What might have been lost during Amir Coffey's stirring offensive performances in victories over Nebraska and Wisconsin was that Coffey's dominance had little to do with offensive flow.

In both games, Coffey started slowly and began slicing through defenses when it became clear that the Gophers weren't going to do much without him. His ability to tuck the ball and run through defenders even helped Minnesota win its second tackle football game in Madison in the past two months.

Tuesday night, the Gophers played the kind of game that will define their season — at home, against one of the many good Big Ten teams with which they will be competing for an NCAA tournament berth.

Maryland is talented, but the Terrapins should not have been able to win by 15 points at Williams Arena. That's what they did, pulling away in the second half for an 82-67 victory after trailing 40-34 at the half.

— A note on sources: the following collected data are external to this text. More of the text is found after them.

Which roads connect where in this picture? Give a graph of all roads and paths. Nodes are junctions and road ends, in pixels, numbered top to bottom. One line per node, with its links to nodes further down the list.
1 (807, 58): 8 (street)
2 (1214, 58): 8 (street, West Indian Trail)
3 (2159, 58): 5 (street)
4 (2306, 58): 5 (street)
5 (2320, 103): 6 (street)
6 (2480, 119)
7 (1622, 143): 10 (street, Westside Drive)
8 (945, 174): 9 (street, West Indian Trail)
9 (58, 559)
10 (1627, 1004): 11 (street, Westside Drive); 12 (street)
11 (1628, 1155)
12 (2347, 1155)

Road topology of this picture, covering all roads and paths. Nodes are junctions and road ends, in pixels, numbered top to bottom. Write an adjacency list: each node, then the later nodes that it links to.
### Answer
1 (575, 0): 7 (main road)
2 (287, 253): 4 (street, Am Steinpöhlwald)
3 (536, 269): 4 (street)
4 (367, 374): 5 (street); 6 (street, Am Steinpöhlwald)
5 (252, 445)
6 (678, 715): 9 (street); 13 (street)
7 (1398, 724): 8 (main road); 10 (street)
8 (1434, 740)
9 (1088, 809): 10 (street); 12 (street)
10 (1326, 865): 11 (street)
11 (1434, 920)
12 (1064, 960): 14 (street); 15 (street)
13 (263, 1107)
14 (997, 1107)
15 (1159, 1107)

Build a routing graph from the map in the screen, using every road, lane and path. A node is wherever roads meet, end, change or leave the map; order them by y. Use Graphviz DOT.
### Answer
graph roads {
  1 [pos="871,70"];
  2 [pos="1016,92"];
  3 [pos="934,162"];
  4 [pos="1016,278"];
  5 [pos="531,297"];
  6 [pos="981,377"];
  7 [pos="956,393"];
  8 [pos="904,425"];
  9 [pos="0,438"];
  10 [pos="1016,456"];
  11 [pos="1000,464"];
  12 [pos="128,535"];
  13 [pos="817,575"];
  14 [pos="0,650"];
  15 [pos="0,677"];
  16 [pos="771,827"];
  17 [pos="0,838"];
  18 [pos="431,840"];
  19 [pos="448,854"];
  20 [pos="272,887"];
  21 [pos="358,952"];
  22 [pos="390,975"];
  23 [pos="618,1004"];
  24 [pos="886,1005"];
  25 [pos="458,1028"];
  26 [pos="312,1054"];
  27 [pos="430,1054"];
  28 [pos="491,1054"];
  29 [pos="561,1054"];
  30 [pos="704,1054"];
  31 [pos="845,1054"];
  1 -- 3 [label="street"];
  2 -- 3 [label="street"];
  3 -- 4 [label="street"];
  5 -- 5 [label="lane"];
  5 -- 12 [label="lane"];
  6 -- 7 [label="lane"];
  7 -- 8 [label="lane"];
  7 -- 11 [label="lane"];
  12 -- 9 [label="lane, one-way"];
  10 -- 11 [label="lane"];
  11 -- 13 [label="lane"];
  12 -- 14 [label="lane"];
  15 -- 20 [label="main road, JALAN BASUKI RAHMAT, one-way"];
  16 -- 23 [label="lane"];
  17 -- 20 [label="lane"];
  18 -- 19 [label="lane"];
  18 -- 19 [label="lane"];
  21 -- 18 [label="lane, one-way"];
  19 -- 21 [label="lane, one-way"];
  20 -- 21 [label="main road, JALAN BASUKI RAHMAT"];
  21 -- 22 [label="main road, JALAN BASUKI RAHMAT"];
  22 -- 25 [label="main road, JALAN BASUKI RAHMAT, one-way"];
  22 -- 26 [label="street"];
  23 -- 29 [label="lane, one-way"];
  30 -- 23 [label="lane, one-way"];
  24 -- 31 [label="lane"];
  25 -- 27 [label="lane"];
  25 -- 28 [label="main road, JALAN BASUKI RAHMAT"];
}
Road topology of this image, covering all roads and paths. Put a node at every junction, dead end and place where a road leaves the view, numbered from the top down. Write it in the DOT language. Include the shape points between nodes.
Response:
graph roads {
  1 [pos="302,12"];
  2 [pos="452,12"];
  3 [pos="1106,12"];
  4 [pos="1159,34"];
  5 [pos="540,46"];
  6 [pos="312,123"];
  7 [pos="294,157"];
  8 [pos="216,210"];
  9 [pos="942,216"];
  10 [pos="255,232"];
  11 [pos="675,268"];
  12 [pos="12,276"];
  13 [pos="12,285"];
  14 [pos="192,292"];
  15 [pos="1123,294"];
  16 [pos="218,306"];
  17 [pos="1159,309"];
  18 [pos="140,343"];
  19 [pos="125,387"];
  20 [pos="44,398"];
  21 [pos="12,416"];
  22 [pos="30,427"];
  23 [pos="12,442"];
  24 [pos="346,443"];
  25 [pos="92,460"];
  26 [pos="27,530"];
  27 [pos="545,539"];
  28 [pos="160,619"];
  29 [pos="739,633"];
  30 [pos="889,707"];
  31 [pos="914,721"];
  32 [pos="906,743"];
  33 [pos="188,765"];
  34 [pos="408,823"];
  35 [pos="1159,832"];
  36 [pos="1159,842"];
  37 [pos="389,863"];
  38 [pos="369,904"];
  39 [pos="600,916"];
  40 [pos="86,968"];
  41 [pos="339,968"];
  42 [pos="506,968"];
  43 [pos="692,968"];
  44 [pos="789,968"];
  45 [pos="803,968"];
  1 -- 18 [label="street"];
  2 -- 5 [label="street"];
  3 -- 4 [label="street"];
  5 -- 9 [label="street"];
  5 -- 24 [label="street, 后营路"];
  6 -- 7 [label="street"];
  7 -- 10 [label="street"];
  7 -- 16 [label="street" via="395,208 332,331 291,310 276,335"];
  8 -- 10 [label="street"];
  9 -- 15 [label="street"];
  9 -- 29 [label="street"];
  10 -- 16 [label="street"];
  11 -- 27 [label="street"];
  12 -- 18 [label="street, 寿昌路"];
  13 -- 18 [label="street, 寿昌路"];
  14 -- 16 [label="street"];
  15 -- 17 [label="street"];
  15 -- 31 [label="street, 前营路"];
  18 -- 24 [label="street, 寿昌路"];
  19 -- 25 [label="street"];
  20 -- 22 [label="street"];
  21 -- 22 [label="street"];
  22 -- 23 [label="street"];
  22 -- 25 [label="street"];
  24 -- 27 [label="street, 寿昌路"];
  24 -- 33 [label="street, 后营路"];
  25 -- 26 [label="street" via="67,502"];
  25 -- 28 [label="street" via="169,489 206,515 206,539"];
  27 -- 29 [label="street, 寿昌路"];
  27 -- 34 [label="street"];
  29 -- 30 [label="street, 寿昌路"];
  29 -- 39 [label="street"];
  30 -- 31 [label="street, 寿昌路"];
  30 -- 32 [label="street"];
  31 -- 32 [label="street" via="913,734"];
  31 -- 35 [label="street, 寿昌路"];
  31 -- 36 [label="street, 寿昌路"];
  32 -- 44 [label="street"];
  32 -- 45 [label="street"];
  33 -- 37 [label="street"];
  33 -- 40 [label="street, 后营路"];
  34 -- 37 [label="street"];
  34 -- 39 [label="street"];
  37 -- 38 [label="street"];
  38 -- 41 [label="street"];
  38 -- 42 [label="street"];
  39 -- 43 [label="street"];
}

This was not an artistic showing from the home team. While 67 points isn't a terrible total by modern Big Ten standings, the Gophers offense never looked cohesive.

Gophers coach Richard Pitino noted, rightly, that the Gophers made only nine of their 23 free throws.

He also noted that Maryland has an incredibly big front line, which made inside shots treacherous. Right again.

He was also right when he noted the Gophers had won six in a row, are 12-3 and 2-2 in the conference. Pitino's intimation: This remains an impressive-to-date team and a still-promising season.

But there is something missing. Last year, Jordan Murphy grew into a star while adding nuances to his offensive game. The logical assumption was that a player of his work ethic would show up for his senior year with even more tricks.

Instead, Murphy has, in the past two games, looked lost. Against Maryland's height and zone defense and while dealing with foul trouble, maybe a nine-point, four-assist, five-rebound game should not be dismissed as beneath his abilities.

But Murphy also struggled at Wisconsin, finishing with only five points before fouling out, having played 29 minutes.

Last year, Murphy averaged 16.8 points and earned many of them driving into the teeth of defenses. This year, Murphy is averaging about 2.5 points fewer, with a bunch of games against tall and physical Big Ten defenses looming.

"That's a really, really talented frontcourt," Pitino said of Maryland. "We'll see where we can make some adjustments. … And [Murphy] was in foul trouble. Better in the second half."

On one possession Tuesday, Murphy caught a pass in the low post. He was alone, yet waited until two Maryland players crashed toward him before making a move. He missed the shot.

He was facing two 6-10 interior players in Jalen Smith and Bruno Fernando. Of course, in the Big Ten, they aren't the only talented big men he'll have to navigate.

"Obviously, they're very talented big men," Murphy said. "Bruno's a load down there, and Jalen is a very talented player himself. They put us in a couple of binds. We didn't handle the last few minutes of the game the way we should have."

Perhaps the key stat of the game for Murphy: He took only six shots for the second consecutive game. The Gophers need to squash that trend.

"I've just got to find it in the flow of the offense," Murphy said. "I've had a few stretches in games where I'm not taking enough shots, where I'm not being aggressive enough in the flow of the offense. I've got to regroup a little bit."

The Gophers play Rutgers, Illinois and Penn State in the next three games. With a productive Murphy, they could be 15-3 and 5-2 in the Big Ten when they play at No. 2 Michigan on Jan. 22.

Given the quality of the Big Ten, the Gophers will have to beat a number of good teams to make it to the tournament. They'll need Murphy at his best to do that.